Nigerians have a lot of challenges to bear because of the COVID-19 pandemic and the situation requires that we should do everything possible to make life easy for our citizens and of course, government is doing a lot in this respect.

We believe that the DISCOs should continue to engage with their consumers; find better cost reflective tariffs; but before then, there must be some steps to ensure that the consumers are properly metered.

Otherwise, you still go to guessing what consumers are consuming; that is to say let the billing be very scientifically based; it has to be based on what you actually consume.

So, we had this discussion with the vice president and we are sure that the announcement of increase in electricity tariff in Nigeria is untimely.

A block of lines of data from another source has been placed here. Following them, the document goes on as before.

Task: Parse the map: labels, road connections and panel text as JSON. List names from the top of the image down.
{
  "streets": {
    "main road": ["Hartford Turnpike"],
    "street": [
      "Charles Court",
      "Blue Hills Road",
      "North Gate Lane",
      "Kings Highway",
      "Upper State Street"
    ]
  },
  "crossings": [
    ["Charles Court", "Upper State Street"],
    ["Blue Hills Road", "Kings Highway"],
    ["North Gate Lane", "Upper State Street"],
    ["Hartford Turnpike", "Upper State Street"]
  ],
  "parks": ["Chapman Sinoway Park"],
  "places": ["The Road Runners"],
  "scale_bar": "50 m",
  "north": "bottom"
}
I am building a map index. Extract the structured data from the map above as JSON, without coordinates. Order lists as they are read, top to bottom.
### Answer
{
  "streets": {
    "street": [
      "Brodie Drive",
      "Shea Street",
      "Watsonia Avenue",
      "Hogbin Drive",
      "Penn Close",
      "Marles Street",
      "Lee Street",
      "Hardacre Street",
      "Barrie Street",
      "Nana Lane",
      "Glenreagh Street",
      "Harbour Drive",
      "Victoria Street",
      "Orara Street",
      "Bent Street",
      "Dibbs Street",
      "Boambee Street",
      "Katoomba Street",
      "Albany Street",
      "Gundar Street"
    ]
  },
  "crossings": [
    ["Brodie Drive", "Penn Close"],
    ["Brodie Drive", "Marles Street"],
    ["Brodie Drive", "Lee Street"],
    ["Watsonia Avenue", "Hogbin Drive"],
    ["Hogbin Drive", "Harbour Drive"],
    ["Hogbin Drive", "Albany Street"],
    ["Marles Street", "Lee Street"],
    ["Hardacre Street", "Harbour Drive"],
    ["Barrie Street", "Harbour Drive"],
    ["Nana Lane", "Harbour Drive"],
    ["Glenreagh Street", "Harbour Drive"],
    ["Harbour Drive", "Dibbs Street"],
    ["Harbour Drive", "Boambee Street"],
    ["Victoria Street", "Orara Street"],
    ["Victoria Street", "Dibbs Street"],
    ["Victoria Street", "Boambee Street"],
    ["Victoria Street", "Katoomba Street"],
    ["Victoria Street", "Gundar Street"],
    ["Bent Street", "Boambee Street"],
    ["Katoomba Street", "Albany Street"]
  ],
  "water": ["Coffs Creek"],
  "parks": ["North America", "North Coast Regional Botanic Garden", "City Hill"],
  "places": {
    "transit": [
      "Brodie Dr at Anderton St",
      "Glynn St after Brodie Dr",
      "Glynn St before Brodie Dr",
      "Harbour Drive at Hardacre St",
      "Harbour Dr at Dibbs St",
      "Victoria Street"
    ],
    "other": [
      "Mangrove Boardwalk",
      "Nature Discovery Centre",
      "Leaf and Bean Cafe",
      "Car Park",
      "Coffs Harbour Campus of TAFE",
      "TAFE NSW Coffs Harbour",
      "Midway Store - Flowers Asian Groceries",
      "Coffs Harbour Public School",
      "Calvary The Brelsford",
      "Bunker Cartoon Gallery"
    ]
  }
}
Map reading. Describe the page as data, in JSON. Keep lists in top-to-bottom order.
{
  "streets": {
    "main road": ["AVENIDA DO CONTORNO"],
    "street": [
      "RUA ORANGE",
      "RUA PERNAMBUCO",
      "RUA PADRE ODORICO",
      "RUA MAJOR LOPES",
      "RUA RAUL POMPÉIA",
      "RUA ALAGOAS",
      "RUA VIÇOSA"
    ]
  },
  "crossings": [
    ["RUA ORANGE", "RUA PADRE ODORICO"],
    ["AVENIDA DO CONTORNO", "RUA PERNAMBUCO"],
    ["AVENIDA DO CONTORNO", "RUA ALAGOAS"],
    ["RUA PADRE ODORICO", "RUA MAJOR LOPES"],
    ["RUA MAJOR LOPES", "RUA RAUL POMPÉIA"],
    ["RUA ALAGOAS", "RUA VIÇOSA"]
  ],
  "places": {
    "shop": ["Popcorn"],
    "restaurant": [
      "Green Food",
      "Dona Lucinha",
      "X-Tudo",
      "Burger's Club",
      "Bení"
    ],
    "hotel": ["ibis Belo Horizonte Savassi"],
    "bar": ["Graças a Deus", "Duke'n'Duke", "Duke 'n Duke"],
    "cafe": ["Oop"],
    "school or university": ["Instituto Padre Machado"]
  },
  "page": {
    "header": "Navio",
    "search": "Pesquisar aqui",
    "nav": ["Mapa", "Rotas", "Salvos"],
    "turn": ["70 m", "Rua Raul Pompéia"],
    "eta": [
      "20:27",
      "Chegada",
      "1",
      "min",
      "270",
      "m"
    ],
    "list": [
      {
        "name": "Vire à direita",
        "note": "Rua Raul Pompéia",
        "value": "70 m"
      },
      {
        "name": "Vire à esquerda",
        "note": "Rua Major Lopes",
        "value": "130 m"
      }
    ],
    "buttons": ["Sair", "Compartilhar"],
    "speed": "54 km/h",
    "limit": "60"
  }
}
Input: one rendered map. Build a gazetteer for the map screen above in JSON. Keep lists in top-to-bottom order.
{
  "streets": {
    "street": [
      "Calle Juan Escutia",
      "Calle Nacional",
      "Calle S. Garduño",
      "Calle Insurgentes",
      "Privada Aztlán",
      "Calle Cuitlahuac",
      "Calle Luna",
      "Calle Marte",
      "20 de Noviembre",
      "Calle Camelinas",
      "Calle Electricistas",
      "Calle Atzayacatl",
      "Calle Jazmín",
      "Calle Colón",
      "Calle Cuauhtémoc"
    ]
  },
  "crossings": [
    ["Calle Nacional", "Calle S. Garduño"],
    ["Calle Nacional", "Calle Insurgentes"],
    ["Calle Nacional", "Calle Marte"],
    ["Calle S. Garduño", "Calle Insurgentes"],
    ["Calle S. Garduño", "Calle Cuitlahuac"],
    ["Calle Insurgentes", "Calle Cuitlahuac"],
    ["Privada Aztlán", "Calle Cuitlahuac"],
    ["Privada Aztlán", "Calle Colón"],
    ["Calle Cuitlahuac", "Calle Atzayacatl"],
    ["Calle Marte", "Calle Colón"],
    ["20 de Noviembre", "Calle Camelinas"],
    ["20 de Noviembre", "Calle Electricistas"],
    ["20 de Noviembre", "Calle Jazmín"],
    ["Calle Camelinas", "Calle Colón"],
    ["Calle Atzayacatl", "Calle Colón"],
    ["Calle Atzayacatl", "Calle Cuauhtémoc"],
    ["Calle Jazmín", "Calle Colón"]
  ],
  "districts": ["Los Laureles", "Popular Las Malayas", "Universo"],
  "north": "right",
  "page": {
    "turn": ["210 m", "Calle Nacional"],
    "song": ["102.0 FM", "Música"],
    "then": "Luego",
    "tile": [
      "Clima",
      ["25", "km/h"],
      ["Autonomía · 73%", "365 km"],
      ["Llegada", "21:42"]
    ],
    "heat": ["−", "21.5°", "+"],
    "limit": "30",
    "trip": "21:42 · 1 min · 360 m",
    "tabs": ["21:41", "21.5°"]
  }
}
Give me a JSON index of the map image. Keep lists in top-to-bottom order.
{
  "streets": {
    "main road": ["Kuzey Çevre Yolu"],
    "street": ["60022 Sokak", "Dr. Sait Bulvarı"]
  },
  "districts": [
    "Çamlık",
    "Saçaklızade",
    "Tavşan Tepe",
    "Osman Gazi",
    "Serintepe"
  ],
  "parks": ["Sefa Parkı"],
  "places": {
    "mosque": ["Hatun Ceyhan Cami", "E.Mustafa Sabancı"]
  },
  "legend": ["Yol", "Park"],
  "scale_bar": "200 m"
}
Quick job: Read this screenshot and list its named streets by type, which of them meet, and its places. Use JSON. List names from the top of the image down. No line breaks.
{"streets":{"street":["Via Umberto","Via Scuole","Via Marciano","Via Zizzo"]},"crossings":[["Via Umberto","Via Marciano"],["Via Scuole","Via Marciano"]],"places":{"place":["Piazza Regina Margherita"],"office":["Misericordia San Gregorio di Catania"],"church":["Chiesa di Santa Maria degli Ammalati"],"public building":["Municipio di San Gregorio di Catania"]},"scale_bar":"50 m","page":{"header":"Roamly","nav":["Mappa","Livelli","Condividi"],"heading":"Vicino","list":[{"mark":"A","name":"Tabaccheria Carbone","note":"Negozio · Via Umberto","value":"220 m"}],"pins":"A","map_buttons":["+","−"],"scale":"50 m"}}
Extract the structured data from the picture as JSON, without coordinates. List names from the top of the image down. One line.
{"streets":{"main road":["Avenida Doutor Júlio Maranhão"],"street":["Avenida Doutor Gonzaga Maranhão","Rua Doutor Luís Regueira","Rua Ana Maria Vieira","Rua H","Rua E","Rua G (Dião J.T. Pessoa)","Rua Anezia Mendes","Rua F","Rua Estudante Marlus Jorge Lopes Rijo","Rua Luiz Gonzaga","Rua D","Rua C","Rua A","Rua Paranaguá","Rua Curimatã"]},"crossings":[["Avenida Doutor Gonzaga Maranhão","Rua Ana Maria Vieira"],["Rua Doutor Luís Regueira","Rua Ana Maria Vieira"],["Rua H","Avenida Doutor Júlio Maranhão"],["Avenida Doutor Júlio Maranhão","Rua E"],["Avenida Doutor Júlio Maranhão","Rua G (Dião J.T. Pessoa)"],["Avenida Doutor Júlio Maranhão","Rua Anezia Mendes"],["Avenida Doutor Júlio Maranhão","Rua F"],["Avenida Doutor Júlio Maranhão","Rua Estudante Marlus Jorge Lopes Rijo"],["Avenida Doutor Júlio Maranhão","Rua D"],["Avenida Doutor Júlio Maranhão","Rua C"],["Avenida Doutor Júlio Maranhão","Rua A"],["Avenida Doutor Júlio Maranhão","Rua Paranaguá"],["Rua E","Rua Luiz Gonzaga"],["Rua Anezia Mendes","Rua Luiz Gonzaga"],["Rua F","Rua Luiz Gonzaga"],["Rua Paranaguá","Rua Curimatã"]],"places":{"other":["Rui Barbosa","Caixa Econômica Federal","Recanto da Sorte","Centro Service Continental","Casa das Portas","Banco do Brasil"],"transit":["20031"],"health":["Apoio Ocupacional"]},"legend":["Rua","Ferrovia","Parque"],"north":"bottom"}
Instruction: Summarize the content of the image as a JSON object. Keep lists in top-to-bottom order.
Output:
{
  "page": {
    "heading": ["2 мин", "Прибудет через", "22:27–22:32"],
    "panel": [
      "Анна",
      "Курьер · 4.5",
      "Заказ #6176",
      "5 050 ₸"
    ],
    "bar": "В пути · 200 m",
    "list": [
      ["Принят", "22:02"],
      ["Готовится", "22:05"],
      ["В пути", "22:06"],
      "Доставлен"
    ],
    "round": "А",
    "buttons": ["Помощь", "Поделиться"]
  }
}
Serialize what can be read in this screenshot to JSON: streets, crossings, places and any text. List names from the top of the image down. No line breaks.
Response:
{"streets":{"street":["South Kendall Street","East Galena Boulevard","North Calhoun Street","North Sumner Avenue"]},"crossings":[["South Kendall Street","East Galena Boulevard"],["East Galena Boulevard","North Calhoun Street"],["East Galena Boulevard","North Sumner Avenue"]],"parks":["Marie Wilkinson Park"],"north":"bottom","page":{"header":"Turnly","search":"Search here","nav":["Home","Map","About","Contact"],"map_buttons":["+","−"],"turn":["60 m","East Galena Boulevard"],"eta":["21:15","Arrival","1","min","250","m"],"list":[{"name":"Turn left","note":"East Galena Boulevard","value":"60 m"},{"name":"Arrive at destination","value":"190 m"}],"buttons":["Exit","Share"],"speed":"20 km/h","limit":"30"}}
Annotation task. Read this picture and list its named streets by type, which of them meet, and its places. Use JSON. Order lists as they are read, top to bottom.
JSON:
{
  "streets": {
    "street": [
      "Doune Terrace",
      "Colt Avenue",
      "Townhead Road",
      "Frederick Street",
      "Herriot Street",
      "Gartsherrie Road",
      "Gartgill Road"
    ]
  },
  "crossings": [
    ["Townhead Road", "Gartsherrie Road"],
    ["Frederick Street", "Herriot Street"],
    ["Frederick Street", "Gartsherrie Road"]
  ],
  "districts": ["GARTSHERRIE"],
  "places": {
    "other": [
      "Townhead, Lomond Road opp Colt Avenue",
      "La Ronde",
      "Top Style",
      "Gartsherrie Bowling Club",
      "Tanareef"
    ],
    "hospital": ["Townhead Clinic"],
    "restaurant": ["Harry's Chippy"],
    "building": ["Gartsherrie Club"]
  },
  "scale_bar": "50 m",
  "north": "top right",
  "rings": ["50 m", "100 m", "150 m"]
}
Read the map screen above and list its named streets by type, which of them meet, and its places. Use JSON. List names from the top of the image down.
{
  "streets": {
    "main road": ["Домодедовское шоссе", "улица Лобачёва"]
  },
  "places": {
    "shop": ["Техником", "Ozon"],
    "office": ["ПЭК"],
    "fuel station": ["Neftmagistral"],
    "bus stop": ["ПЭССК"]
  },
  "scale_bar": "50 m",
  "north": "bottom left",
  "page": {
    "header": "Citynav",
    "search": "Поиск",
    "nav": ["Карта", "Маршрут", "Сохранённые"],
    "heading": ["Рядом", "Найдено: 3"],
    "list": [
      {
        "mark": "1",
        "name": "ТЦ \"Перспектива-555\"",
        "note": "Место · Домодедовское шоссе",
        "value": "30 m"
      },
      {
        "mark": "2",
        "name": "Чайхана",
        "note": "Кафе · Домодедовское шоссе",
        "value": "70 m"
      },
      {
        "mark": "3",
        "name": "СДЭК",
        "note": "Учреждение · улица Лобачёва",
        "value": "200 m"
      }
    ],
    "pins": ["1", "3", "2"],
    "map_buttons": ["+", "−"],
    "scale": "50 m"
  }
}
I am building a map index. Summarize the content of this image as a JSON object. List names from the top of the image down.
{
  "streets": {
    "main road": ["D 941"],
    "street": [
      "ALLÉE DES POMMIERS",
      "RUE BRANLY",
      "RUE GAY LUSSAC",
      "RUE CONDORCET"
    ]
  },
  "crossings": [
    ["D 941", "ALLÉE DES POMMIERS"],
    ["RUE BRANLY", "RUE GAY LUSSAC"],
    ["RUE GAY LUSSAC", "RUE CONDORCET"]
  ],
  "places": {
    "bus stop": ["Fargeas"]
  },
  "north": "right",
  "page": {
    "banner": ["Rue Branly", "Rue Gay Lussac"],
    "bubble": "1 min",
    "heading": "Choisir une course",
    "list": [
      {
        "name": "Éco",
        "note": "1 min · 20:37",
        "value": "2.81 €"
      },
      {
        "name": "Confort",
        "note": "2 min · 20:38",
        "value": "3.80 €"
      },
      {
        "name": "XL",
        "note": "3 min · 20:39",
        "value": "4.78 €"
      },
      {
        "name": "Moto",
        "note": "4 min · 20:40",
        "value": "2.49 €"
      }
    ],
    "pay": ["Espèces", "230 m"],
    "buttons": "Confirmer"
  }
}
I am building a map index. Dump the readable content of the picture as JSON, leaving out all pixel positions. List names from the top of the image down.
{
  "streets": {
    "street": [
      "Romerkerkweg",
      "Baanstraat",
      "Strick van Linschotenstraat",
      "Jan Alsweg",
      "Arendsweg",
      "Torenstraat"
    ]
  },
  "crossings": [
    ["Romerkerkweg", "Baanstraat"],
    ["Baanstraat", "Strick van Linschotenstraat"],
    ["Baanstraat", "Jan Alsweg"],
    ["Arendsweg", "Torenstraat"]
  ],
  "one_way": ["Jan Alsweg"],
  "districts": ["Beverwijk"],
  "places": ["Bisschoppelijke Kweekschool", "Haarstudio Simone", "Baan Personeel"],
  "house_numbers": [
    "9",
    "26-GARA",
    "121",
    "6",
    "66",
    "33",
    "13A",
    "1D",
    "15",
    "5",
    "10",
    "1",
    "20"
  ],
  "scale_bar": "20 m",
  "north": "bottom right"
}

We believe that we need to do more work to ensure that before any increase, there must be some measures, some steps and some line of actions that must be exhausted including the metering and this is a welcome idea to the vice president as well.”

He emphasised the need to adhere to the ‘Share Purchase Agreement’ signed between the Federal Government of Nigeria and the DISCOs, at the point of privatisation, to achieve stable electricity supply in the country.

According to him, DISCOs are businesses hence they must do everything possible to provide services.

“When they provide services-efficient and effective services- to consumers, then they can make money.

In the process, as a government, we too must ensure that we discharge our obligations in the Shared Purchase Agreement signed.

And once we are able to achieve that, we will have a better situation in the power (electricity) sector in Nigeria; it is doable; it has happened elsewhere.

We cannot continue to give DISCOs and GENCOs the resources that we will ordinarily deploy in building schools and hospitals but whatever is necessary for us to do as part of our agreement with them, we must do.”